L’attaque frontale contre le patrimoine culturel en Suisse a été repoussée. Comme le Conseil des Etats avant lui, le Conseil national renonce à affaiblir fortement les intérêts de la protection dans la loi sur la protection de la nature et du paysage (LPN). Cette tentative d'affaiblissement découlait d'une initiative parlementaire déposée par le conseiller aux Etats Joachim Eder. Alliance Patrimoine accueille cette décision avec une grande satisfaction.

La conservation intacte des paysages, sites et monuments d’importance nationale reste garantie. Le Conseil national a suivi le Conseil des Etats et a renoncé à la révision de l’art. 6, al. 2 de la loi sur la protection de la nature et du paysage (LPN). Si l’initiative parlementaire du conseiller aux Etats Joachim Eder (PLR/ZG) avait été acceptée sur ce point, la protection des objets d’importance nationale aurait été opposée aux intérêts liés à des tâches ou à des interventions cantonales. Dans les faits, la nouvelle règlementation prévue aurait levé la protection particulière dont bénéficient nos biens culturels et nos réserves naturelles d’importance nationale. Elle aurait favorisé la destruction irrémédiable de biens culturels remarquables et de régions naturelles uniques.

Grande satisfaction
Alliance Patrimoine accueille la décision du Conseil des Etats avec une grande satisfaction. Ce résultat reflète la volonté de la population. Le patrimoine culturel est vecteur d’identité. Il crée un sentiment d’appartenance et d’attachement. Selon une enquête représentative réalisée en 2014, 95% des personnes interrogées estiment indispensable de préserver le patrimoine culturel en Suisse. Ce projet était également très contesté dans les cantons.

La décision du Conseil des Etats renforce la position de l’Inventaire fédéral des sites construits d’importance nationale à protéger en Suisse (ISOS). Cet inventaire unique au monde répertorie les hameaux, les villages et les villes qui racontent une part de l’histoire du pays.

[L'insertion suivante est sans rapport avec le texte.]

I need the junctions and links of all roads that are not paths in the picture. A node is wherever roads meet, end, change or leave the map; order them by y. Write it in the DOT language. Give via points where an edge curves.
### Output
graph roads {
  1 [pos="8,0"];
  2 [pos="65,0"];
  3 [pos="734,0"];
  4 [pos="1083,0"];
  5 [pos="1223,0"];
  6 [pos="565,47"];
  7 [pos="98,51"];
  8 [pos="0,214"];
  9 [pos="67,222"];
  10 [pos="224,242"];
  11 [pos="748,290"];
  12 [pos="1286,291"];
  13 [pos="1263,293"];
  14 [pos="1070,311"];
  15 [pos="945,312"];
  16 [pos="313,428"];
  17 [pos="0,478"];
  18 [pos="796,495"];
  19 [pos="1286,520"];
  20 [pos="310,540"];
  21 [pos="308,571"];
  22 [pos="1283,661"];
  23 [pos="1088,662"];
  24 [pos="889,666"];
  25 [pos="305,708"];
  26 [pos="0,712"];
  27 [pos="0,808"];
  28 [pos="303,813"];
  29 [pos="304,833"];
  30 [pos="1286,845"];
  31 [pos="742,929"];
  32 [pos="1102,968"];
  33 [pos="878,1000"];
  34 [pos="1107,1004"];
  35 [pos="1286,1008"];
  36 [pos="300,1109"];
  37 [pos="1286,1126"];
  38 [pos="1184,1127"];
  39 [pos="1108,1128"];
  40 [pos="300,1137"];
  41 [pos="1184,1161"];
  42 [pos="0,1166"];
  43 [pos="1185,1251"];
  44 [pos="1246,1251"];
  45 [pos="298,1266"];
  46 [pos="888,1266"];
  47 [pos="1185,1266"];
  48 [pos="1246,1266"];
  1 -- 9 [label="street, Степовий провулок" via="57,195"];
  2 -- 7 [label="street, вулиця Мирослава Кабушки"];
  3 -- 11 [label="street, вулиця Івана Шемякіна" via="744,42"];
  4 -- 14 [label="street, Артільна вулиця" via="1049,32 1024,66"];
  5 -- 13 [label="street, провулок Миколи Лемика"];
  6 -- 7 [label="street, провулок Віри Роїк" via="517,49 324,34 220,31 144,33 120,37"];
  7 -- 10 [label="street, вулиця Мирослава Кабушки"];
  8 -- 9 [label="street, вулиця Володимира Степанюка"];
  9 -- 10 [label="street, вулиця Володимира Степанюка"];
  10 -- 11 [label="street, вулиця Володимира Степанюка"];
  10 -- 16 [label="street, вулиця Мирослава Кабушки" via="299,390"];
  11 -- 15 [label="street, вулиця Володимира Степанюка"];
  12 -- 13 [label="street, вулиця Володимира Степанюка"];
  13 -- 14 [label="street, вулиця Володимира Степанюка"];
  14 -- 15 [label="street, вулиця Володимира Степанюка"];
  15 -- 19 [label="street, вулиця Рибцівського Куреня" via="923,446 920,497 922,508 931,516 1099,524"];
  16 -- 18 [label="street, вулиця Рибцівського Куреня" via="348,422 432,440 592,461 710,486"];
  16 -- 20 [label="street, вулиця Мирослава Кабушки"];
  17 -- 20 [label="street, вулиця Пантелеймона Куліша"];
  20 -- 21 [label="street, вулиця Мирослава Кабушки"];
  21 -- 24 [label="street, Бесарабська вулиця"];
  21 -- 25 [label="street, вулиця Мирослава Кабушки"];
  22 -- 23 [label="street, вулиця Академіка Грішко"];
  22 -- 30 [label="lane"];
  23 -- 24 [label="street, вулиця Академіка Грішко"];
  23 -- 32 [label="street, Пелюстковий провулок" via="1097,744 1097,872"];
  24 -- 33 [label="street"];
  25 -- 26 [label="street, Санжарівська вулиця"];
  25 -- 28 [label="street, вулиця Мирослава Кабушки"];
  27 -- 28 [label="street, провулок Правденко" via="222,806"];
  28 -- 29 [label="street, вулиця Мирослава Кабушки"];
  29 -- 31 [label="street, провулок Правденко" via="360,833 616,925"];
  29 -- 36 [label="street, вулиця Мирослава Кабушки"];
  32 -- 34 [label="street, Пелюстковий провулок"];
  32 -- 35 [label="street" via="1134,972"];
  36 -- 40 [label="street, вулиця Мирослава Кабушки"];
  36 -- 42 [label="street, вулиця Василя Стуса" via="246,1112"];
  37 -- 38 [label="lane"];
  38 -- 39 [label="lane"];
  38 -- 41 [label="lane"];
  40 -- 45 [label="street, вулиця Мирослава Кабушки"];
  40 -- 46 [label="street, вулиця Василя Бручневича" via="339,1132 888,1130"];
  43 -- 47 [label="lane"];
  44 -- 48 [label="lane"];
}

L’ISOS est un précieux instrument afin de développer nos sites en préservant leurs qualités, sur fond de densification, de mobilité croissante et de stratégie énergétique fédérale.

Peser les intérêts avec soin
Alliance Patrimoine déplore en revanche la décision portant sur l’art 7 LPN. La révision vise avant tout l’importance accordée aux expertises de la Commission fédérale pour la protection de la nature et du paysage (CFNP). Mais la Commission fédérale des monuments historiques (CFMH) est aussi concernée. Ses membres sont nommés par le Conseil fédéral. La CFMH est en premier lieu chargée des objets fédéraux. Cependant, en pratique, des organes cantonaux (tribunaux administratifs, offices cantonaux ou leurs départements et directions) la mandatent, car ils apprécient ses avis de spécialistes et sa vision supracantonale et indépendante. Cela concerne plus de deux tiers des expertises.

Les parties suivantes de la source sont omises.